+++ Excerpted data +++

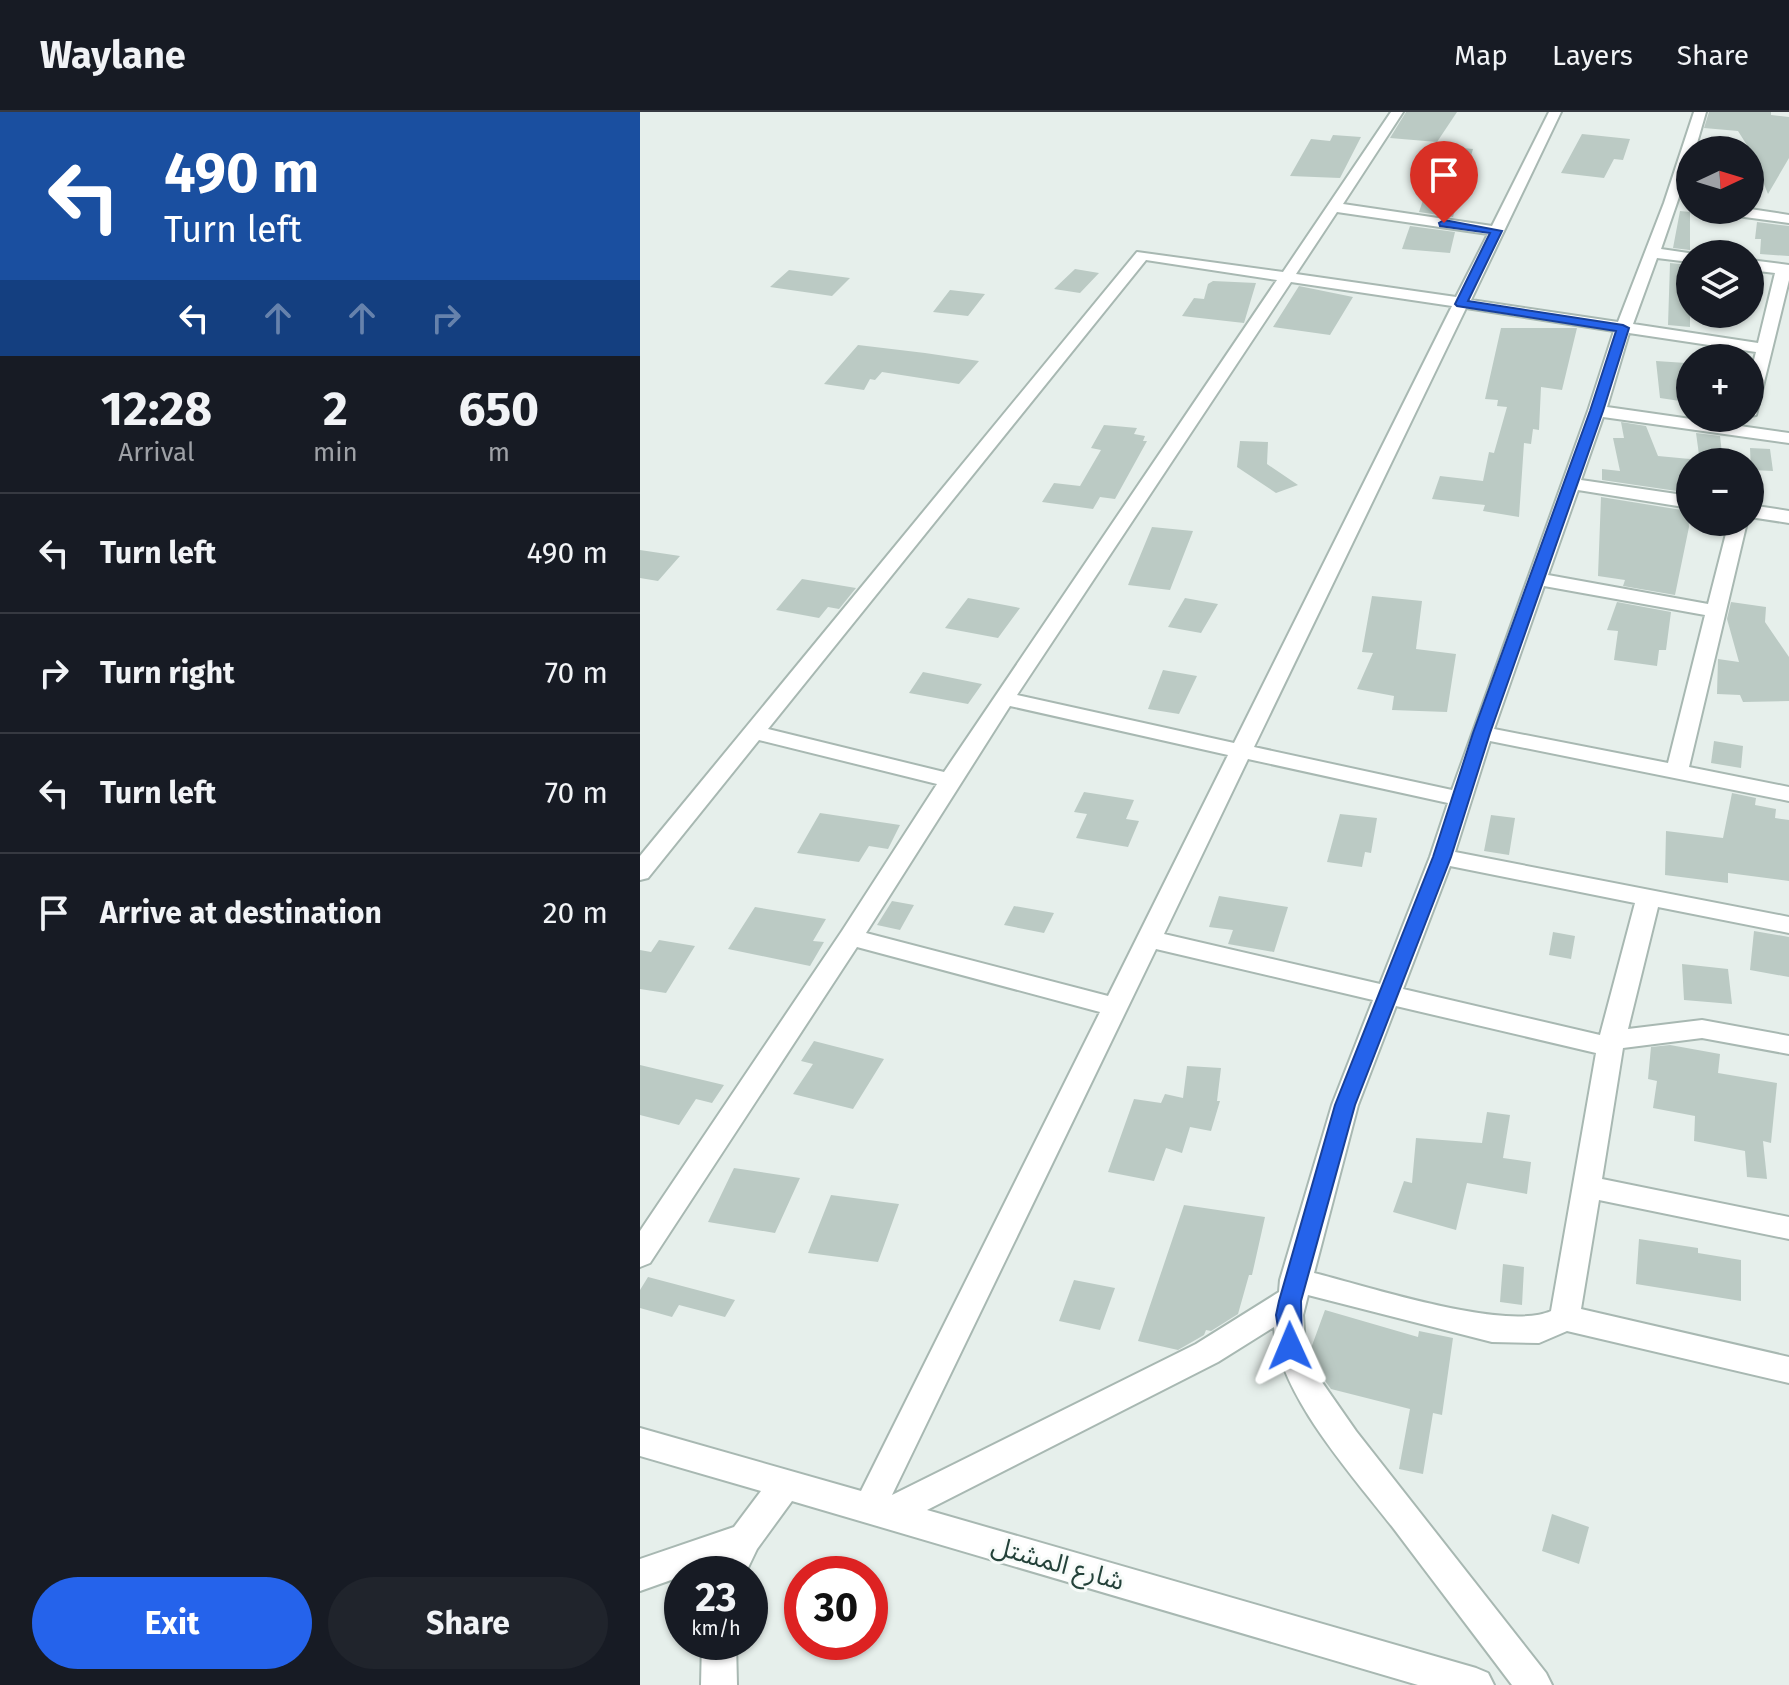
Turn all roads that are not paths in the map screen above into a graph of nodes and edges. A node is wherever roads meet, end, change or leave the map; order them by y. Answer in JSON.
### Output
{"nodes":[{"id":1,"x":1397,"y":112,"type":"edge"},
{"id":2,"x":1555,"y":112,"type":"edge"},
{"id":3,"x":1700,"y":112,"type":"edge"},
{"id":4,"x":1695,"y":136,"type":"edge"},
{"id":5,"x":1335,"y":207,"type":"junction"},
{"id":6,"x":1676,"y":213,"type":"edge"},
{"id":7,"x":1764,"y":214,"type":"edge"},
{"id":8,"x":1788,"y":216,"type":"edge"},
{"id":9,"x":1496,"y":231,"type":"junction"},
{"id":10,"x":1654,"y":253,"type":"junction"},
{"id":11,"x":1676,"y":255,"type":"edge"},
{"id":12,"x":1764,"y":267,"type":"edge"},
{"id":13,"x":1786,"y":269,"type":"edge"},
{"id":14,"x":1289,"y":277,"type":"junction"},
{"id":15,"x":1461,"y":304,"type":"junction"},
{"id":16,"x":1623,"y":328,"type":"junction"},
{"id":17,"x":1780,"y":328,"type":"edge"},
{"id":18,"x":1734,"y":344,"type":"edge"},
{"id":19,"x":1764,"y":346,"type":"edge"},
{"id":20,"x":1597,"y":411,"type":"junction"},
{"id":21,"x":1676,"y":418,"type":"edge"},
{"id":22,"x":1764,"y":430,"type":"edge"},
{"id":23,"x":1789,"y":438,"type":"edge"},
{"id":24,"x":1571,"y":484,"type":"junction"},
{"id":25,"x":1676,"y":500,"type":"edge"},
{"id":26,"x":1764,"y":513,"type":"edge"},
{"id":27,"x":1789,"y":517,"type":"edge"},
{"id":28,"x":1735,"y":536,"type":"edge"},
{"id":29,"x":1537,"y":579,"type":"junction"},
{"id":30,"x":1716,"y":611,"type":"junction"},
{"id":31,"x":1006,"y":699,"type":"junction"},
{"id":32,"x":755,"y":732,"type":"junction"},
{"id":33,"x":1482,"y":733,"type":"junction"},
{"id":34,"x":1241,"y":751,"type":"junction"},
{"id":35,"x":1677,"y":772,"type":"junction"},
{"id":36,"x":950,"y":780,"type":"junction"},
{"id":37,"x":1789,"y":794,"type":"edge"},
{"id":38,"x":1460,"y":799,"type":"junction"},
{"id":39,"x":1442,"y":857,"type":"junction"},
{"id":40,"x":643,"y":865,"type":"edge"},
{"id":41,"x":1649,"y":897,"type":"junction"},
{"id":42,"x":1789,"y":925,"type":"edge"},
{"id":43,"x":851,"y":937,"type":"junction"},
{"id":44,"x":1149,"y":939,"type":"junction"},
{"id":45,"x":1388,"y":995,"type":"junction"},
{"id":46,"x":1116,"y":1007,"type":"junction"},
{"id":47,"x":1611,"y":1044,"type":"junction"},
{"id":48,"x":1789,"y":1045,"type":"edge"},
{"id":49,"x":1585,"y":1186,"type":"junction"},
{"id":50,"x":1789,"y":1228,"type":"edge"},
{"id":51,"x":640,"y":1255,"type":"edge"},
{"id":52,"x":1293,"y":1291,"type":"junction"},
{"id":53,"x":1565,"y":1318,"type":"junction"},
{"id":54,"x":1789,"y":1370,"type":"edge"},
{"id":55,"x":640,"y":1442,"type":"edge"},
{"id":56,"x":784,"y":1486,"type":"junction"},
{"id":57,"x":878,"y":1512,"type":"junction"},
{"id":58,"x":745,"y":1538,"type":"junction"},
{"id":59,"x":735,"y":1556,"type":"edge"},
{"id":60,"x":640,"y":1575,"type":"edge"},
{"id":61,"x":719,"y":1660,"type":"edge"},
{"id":62,"x":719,"y":1685,"type":"edge"},
{"id":63,"x":1476,"y":1685,"type":"edge"},
{"id":64,"x":1534,"y":1685,"type":"edge"}],
"edges":[{"from":1,"to":5,"type":"street"},
{"from":2,"to":9,"type":"street"},
{"from":3,"to":4,"type":"street"},
{"from":5,"to":9,"type":"street"},
{"from":5,"to":14,"type":"street"},
{"from":6,"to":10,"type":"street"},
{"from":7,"to":8,"type":"street"},
{"from":9,"to":15,"type":"street"},
{"from":10,"to":11,"type":"street"},
{"from":10,"to":16,"type":"street"},
{"from":12,"to":13,"type":"street"},
{"from":13,"to":17,"type":"street"},
{"from":14,"to":15,"type":"street"},
{"from":14,"to":31,"type":"street"},
{"from":14,"to":32,"type":"street"},
{"from":15,"to":16,"type":"street"},
{"from":15,"to":34,"type":"street"},
{"from":16,"to":18,"type":"street"},
{"from":16,"to":20,"type":"street"},
{"from":17,"to":19,"type":"street"},
{"from":20,"to":21,"type":"street"},
{"from":20,"to":24,"type":"street"},
{"from":22,"to":23,"type":"street"},
{"from":24,"to":25,"type":"street"},
{"from":24,"to":29,"type":"street"},
{"from":26,"to":27,"type":"street"},
{"from":28,"to":30,"type":"street"},
{"from":29,"to":30,"type":"street"},
{"from":29,"to":33,"type":"street"},
{"from":30,"to":35,"type":"street"},
{"from":31,"to":34,"type":"street"},
{"from":31,"to":36,"type":"street"},
{"from":32,"to":36,"type":"street"},
{"from":32,"to":40,"type":"street"},
{"from":33,"to":35,"type":"street"},
{"from":33,"to":38,"type":"street"},
{"from":34,"to":38,"type":"street"},
{"from":34,"to":44,"type":"street"},
{"from":35,"to":37,"type":"street"},
{"from":36,"to":43,"type":"street"},
{"from":38,"to":39,"type":"street"},
{"from":39,"to":41,"type":"street"},
{"from":39,"to":45,"type":"street"},
{"from":41,"to":42,"type":"street"},
{"from":41,"to":47,"type":"street"},
{"from":43,"to":46,"type":"street"},
{"from":43,"to":51,"type":"street"},
{"from":44,"to":45,"type":"street"},
{"from":44,"to":46,"type":"street"},
{"from":45,"to":47,"type":"street"},
{"from":45,"to":52,"type":"street"},
{"from":46,"to":57,"type":"street"},
{"from":47,"to":48,"type":"street"},
{"from":47,"to":49,"type":"street"},
{"from":49,"to":50,"type":"street"},
{"from":49,"to":53,"type":"street"},
{"from":52,"to":53,"type":"street"},
{"from":52,"to":57,"type":"street"},
{"from":52,"to":64,"type":"street"},
{"from":53,"to":54,"type":"street"},
{"from":55,"to":56,"type":"street","name":"شارع المشتل"},
{"from":56,"to":57,"type":"street","name":"شارع المشتل"},
{"from":56,"to":58,"type":"street"},
{"from":57,"to":63,"type":"street","name":"شارع المشتل"},
{"from":58,"to":59,"type":"street"},
{"from":58,"to":60,"type":"street"},
{"from":61,"to":62,"type":"street"}]}
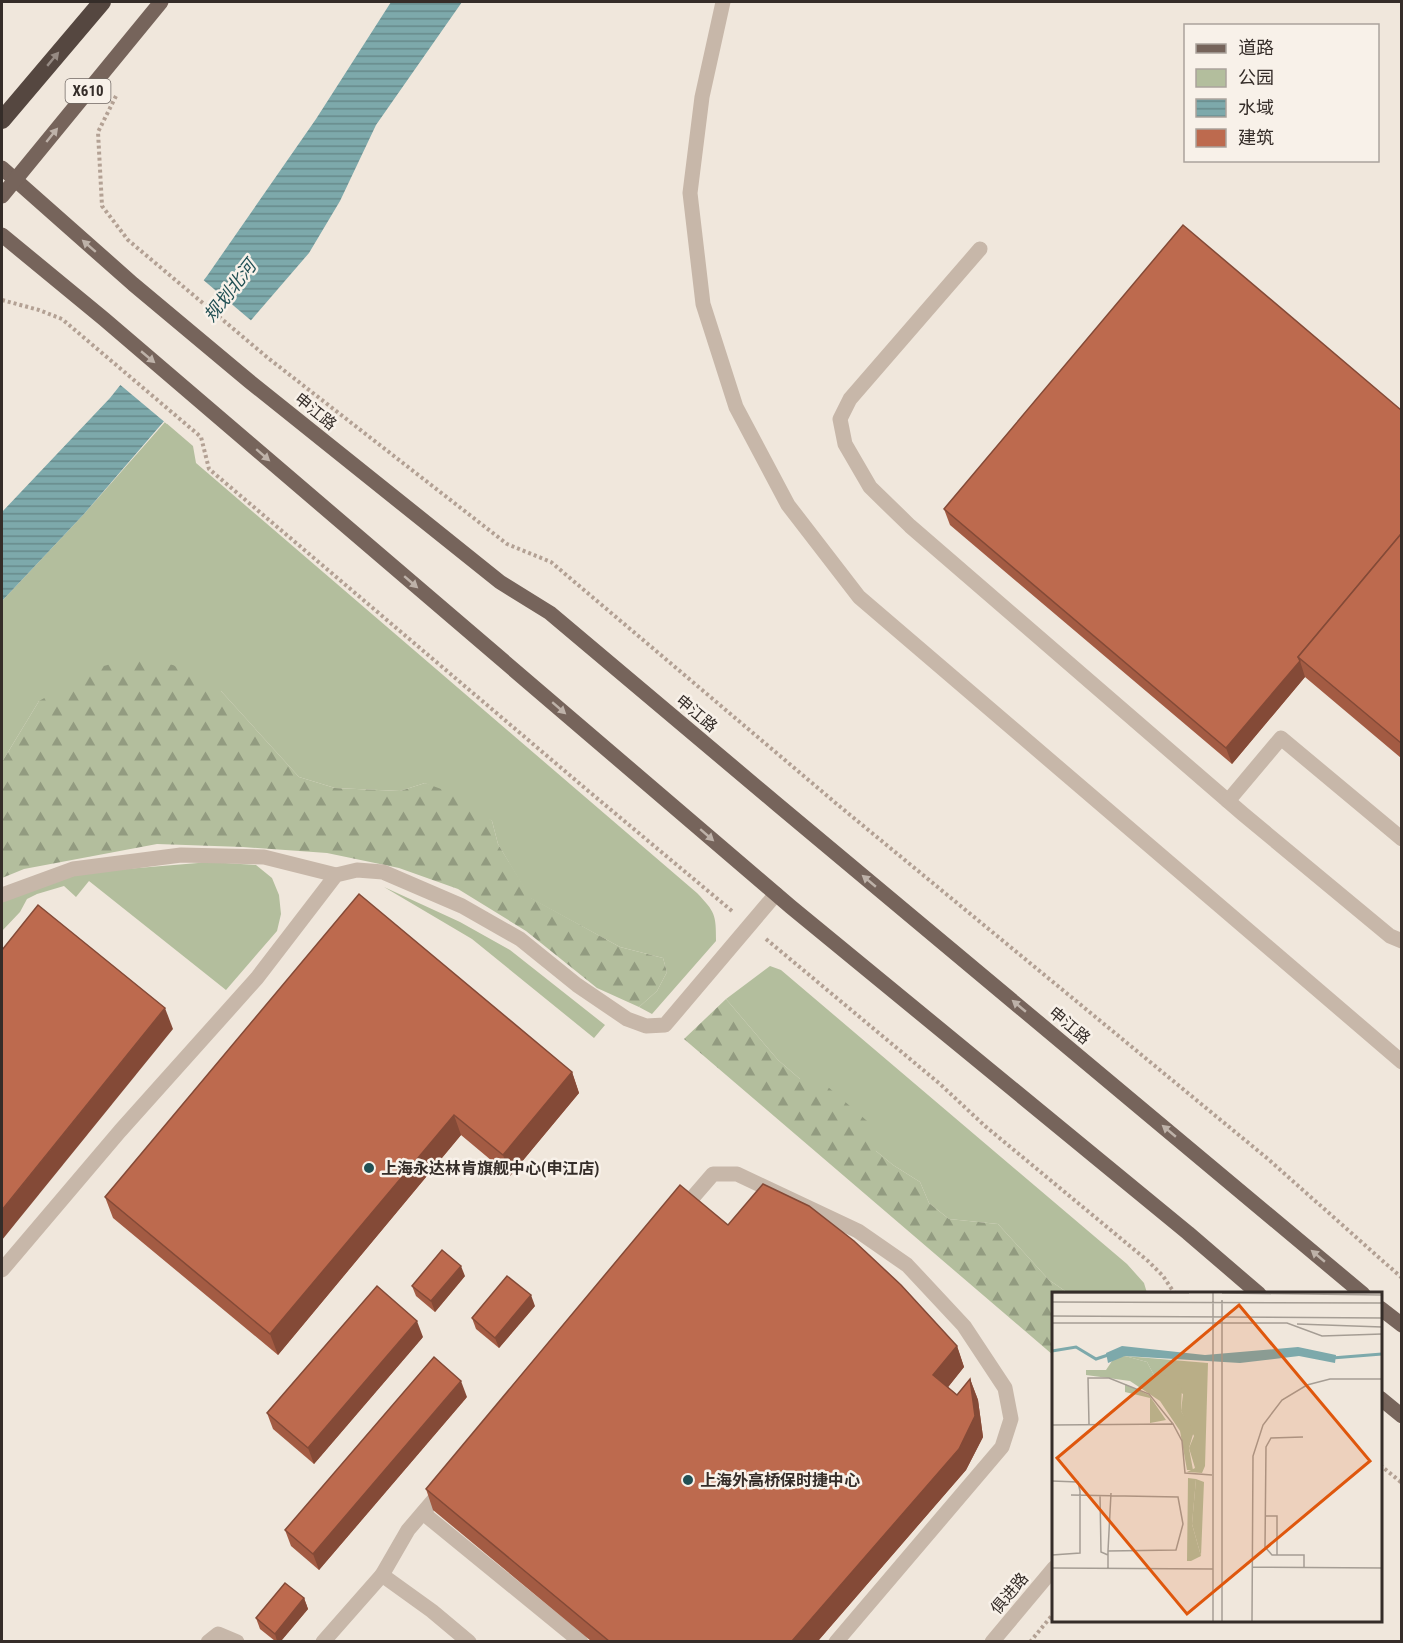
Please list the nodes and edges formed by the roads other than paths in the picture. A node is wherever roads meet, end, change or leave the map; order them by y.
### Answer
1 (102, 2) edge
2 (161, 2) edge
3 (723, 2) edge
4 (2, 120) edge
5 (2, 168) edge
6 (15, 180) junction
7 (2, 196) edge
8 (2, 235) edge
9 (980, 249) dead end
10 (1228, 801) junction
11 (1401, 839) edge
12 (336, 875) junction
13 (776, 894) junction
14 (2, 895) edge
15 (1401, 941) edge
16 (1401, 1062) edge
17 (675, 1218) edge
18 (2, 1270) edge
19 (1258, 1292) edge
20 (1362, 1292) edge
21 (1382, 1310) edge
22 (1401, 1325) edge
23 (1382, 1400) edge
24 (1401, 1416) edge
25 (453, 1477) edge
26 (423, 1513) junction
27 (1052, 1569) edge
28 (382, 1575) junction
29 (208, 1641) edge
30 (237, 1641) edge
31 (323, 1641) edge
32 (469, 1641) edge
33 (581, 1641) edge
34 (836, 1641) edge
35 (992, 1641) edge

4 -> 1 highway, X610
6 -> 2 main road, X610
3 - 16 street
5 - 6 main road, 申江路
6 - 7 main road, X610
20 -> 6 main road, 申江路
8 -> 13 main road
9 - 10 street
10 - 11 street
10 - 15 street
12 - 13 street
12 - 14 street
12 - 18 street
13 - 19 main road
17 - 34 street
21 - 22 main road
23 - 24 main road
25 - 26 street
26 - 28 street
26 - 33 street
27 - 35 street, 俱进路
28 - 31 street
28 - 32 street
29 - 30 street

+++

Action item >>
Look through the data above. Each line containing the word "Answer" needs to be copied.

Task response >>
Turn all roads that are not paths in the map screen above into a graph of nodes and edges. A node is wherever roads meet, end, change or leave the map; order them by y. Answer in JSON.
### Answer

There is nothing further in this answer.